The space so small, it's so dark under my bed, just like my heart. The only monster under my bed is me. Alone and cold, I want my mommy so badly, I miss her. I miss how she never tucked me in bed, how she never told me bed time stories, how she never loved me. Is it wrong that I dream of a different mother every night, is it wrong that I fear you mom. I don't know ma' I'm so lost, and I just can't seem to stop running away from life. I hate this feeling in my heart. I can't stop crying, I let the tears puddle under my cheek as I lie alone under my bed. I'm so scared. I don't want to see this world, just hide forever.

I let the water fall from my eyes, each drop carrying a piece of that will forever disappear into the carpet. I am sucha coward, nobody is out there today I love you. I'm a bird with torn wings, that can't fly, that can never be free. Caged in a cage that god has made for me. In a body that can't sore through the sky. I am a prison to myself.  I can't escape.

I've been trapped since birth, since birth I've been cursed with this curse to just curse. I am born to never be free of this curse I'm locked in. Bounding me in walls people put around me so high I can't climb them, so hight Ican't even see the top. I can't breathe no more everything inside hurt too much. I want it all to end, to stop, I want to be free of this life, this reality.
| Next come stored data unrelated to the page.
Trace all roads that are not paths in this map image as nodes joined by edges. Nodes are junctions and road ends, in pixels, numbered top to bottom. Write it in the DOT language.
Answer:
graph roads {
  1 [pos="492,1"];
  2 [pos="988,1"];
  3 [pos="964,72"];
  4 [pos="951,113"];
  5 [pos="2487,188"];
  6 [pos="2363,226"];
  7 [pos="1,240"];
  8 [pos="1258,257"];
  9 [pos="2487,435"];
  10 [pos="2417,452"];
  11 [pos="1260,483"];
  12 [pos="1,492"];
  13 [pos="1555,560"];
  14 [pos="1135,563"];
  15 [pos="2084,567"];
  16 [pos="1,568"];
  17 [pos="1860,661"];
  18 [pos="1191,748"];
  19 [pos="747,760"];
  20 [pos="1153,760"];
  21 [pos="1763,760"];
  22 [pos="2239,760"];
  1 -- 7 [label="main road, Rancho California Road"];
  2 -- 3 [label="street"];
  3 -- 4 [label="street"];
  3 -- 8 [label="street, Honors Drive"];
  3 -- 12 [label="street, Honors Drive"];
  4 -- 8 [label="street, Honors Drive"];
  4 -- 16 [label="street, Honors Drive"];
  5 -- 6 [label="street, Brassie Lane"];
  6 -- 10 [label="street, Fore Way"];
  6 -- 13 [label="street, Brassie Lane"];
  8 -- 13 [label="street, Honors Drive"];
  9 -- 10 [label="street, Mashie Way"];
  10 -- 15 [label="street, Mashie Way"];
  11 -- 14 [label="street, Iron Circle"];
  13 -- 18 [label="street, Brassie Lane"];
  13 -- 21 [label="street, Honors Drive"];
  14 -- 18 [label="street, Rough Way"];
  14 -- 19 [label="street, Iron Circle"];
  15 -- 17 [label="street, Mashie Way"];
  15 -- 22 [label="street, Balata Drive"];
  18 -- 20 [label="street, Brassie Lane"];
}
I want my fantasy to become my reality, that way I would be quees, I will rule. You could't even breathe without my permission. But I'm stuck in my reality. Stuck with is pain, this curse, this bullshit. I can't even get up and fight. i'm too weak. I can only cry, and cry I will in this small space, where it's so dark. Under my bed I lye crying. each tear carries away a piece of me and eventually there will be nothing left of me.

Demi's POV

It was 7 in the morning, Kayla was out of surgery. She was lying on the bed, her eyes still closed. Sophia left for a meeting she had to go to. I was sitting beside Kayla's bed. Her color returning to the normol pale she usually seems to be. I was holding her hand tight, determined to not let go no matter what. 

The doctors said that she was out of immediate danger, although she's going to be in recovery for a while being monitored. Mom said that they were already here, when she said that she was going to book the next flight she really meant it. They were headed to the hospital.

I felt something move in my hand, I looked to see Kayla's finger twitch. I looked to her face her eyes still closed. "It's okay Kayla, open your eyes." I whispered to her kissing her forehead. I heard a cough, I looked up to see famaliar faces. "Mom" I sceamed quitely. I opened my ars for, as she walked in and gave me a big hug. Then it was Dallas, my lovely older sister, and my little baby sister, Madison.

"Your dad got caught up in work, but he said he will be coming later on, Dems." My mom informed me. Well atleast he's coming.

"Well, everyone before we get started, I have someone special someone." I said getting exicted. "I love her to bites, and she's my ittle baby girl." I added. "This is the one and only, Kayla!" I showcased her with my arms to everyone.

"She's so beautiful" My mom said touched.

"I think she's more cute." Madison said, pinching her cheeks.

"And so are you," I said kissing her on the cheek, "although if Kayla was awake she wouldn't have let you do that" I said giggling.

"What happened?" Dallas said, "I mean why is she here in the hospital, mom wouldn't rell us, said it's your job to." She added.

The sadness returned as yesterdays events came flying back into the centre of my head. I was still holding Kayla's still hand. "Guys, sit and I'll tell." My mom took a seat on the bed on the otherside of were I was, Dallas took a seat on the other chair in the room, and I let Madison sit on my lap.